As the country as a whole saw record-high home prices in the second quarter of 2025, about 8.4 percent of Opportunity Zones experienced their highest median prices since at least 2008. And 39 percent of Opportunity Zones with sufficient data to analyze saw median property values rise by 10 percent or more annually.
However, price growth was slowest in Opportunity Zones that had the lowest median home sales prices while prices rose in similar shares of Opportunity Zone census tracts in the mid- and high-priced zones.
“Home values in most Opportunity Zones continue to move in step with the broader market—a pattern we’ve tracked since we began studying this segment,” said Rob Barber, CEO of ATTOM. “Drill down, though, and volatility persists, especially in the lowest-priced neighborhoods. Limited inventory nationwide is still driving prices higher and nudging marginal buyers toward areas with deeper economic challenges.”
Barber added, “Even with that upward pressure, a significant share of Opportunity Zone markets are trailing the nation in year-over-year price gains, reminding us that the recovery remains uneven and that some communities have a longer road ahead.”
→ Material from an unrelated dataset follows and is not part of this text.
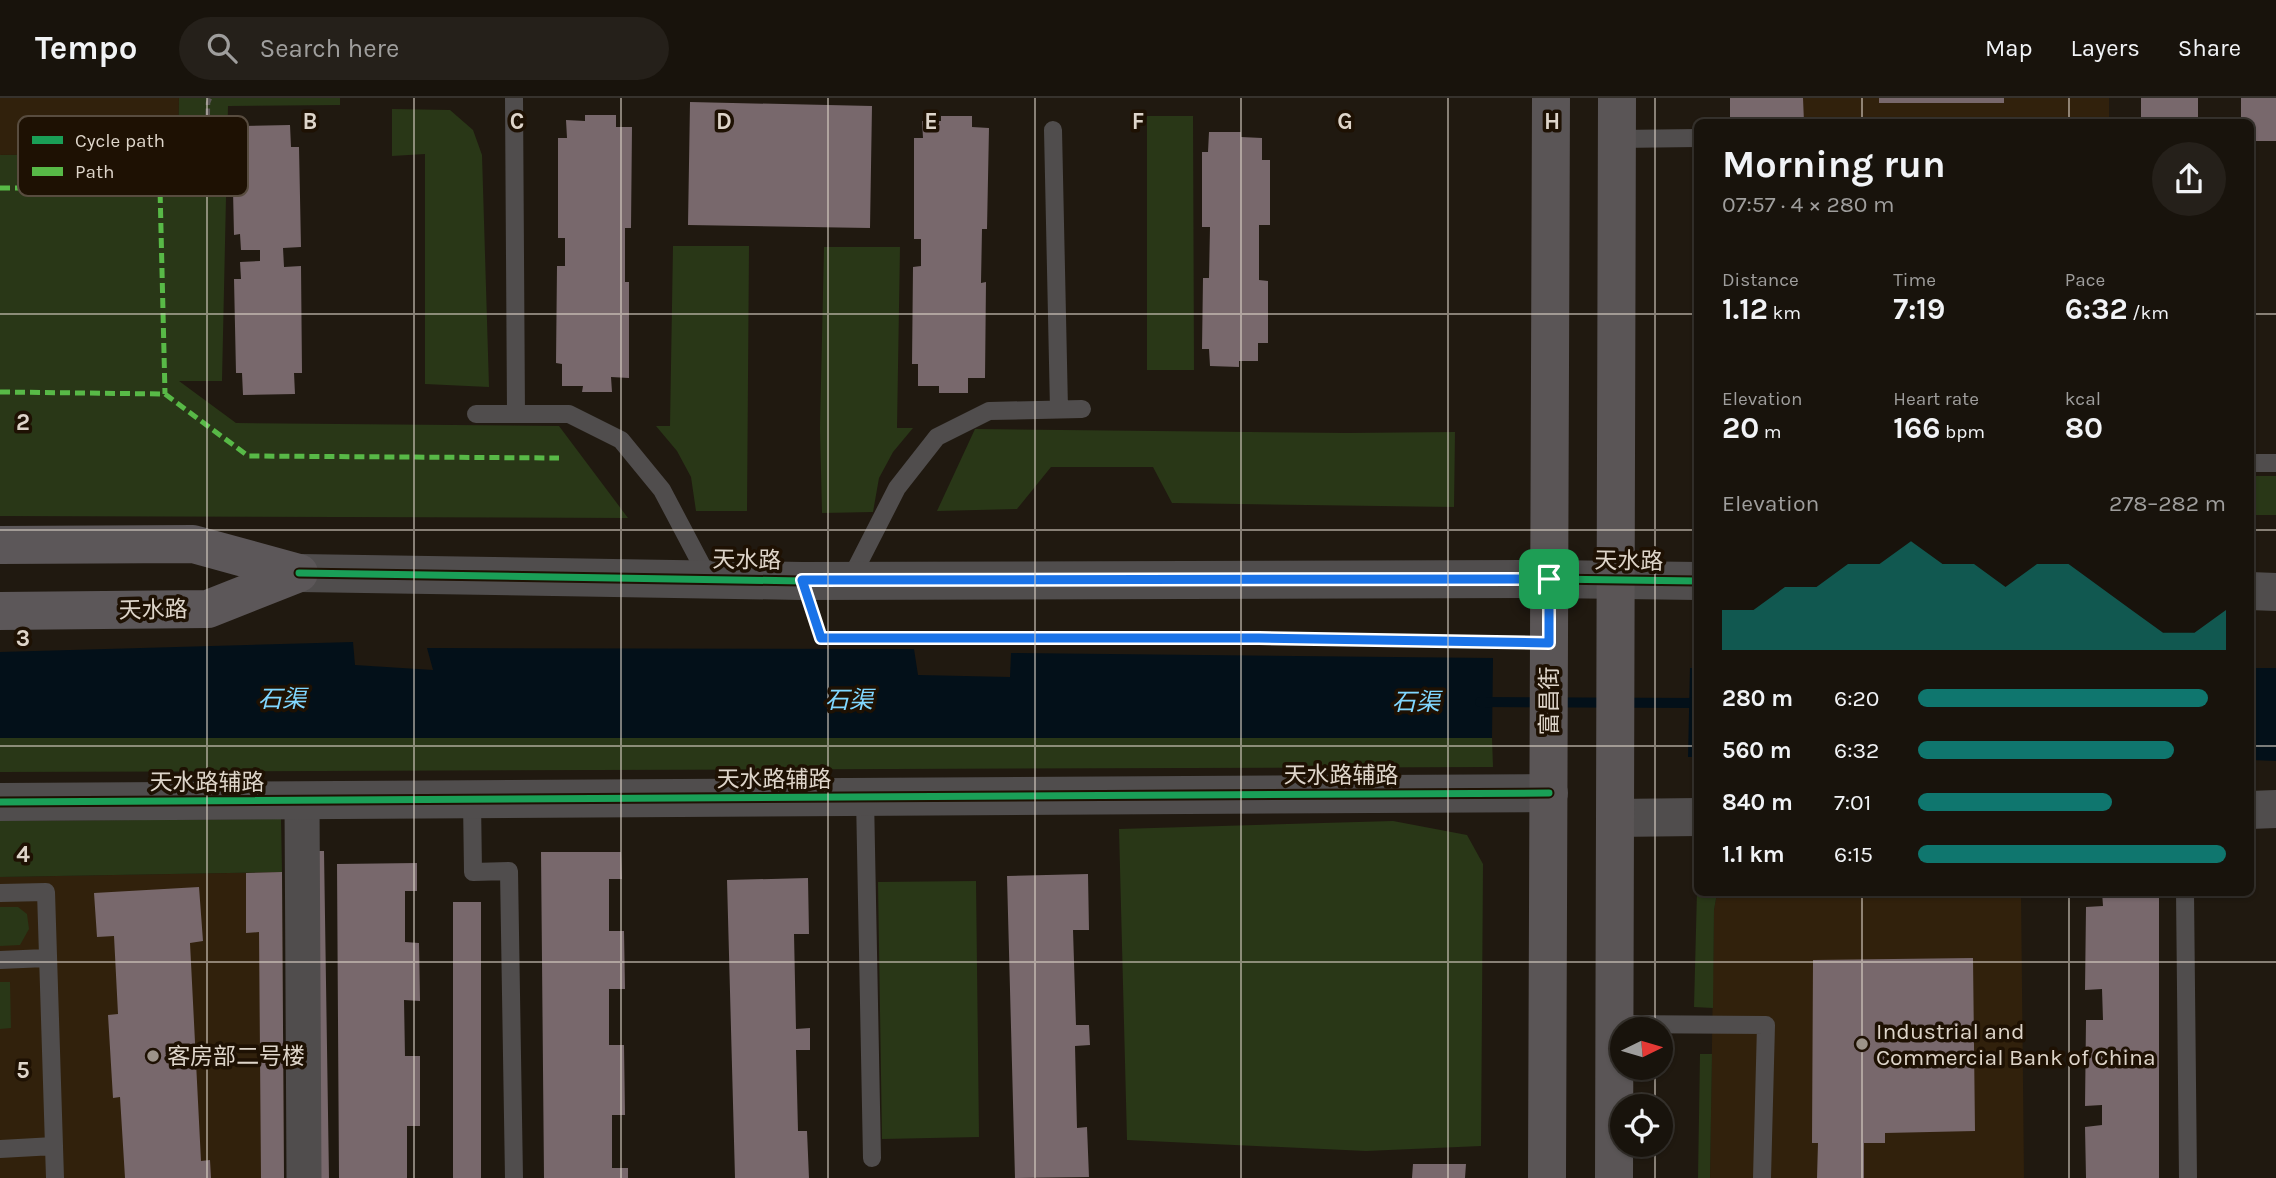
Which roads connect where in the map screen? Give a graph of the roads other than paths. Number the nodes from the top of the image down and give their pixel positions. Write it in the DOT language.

Opportunity Zones are defined in the Tax Act legislation as census tracts in or alongside low-income neighborhoods that meet various criteria for redevelopment in all 50 states, the District of Columbia and U.S. territories. Census tracts, as defined by the U.S. Census Bureau, cover areas that have 1,200 to 8,000 residents, with an average of about 4,000 people.
While the gap between census tracts in and outside of Opportunity zones is relatively modest when it comes to how likely they were to experience price growth in the second quarter of 2025, the actual sticker prices of homes in these areas still tends to be much lower. In the second quarter, 79.9 percent of Opportunity Zone census tracts posted median home prices below the national median of $369,000.
About half of Opportunity Zone census tracts (49.6 percent) had median home prices under $225,000.
Considerable price volatility also continued inside Opportunity Zones. The median home price rose or fell by more than 5 percent year-over-year in 73 percent of the Opportunity Zone census tracts in ATTOM’s analysis. That likely reflected small numbers of sales in many zones.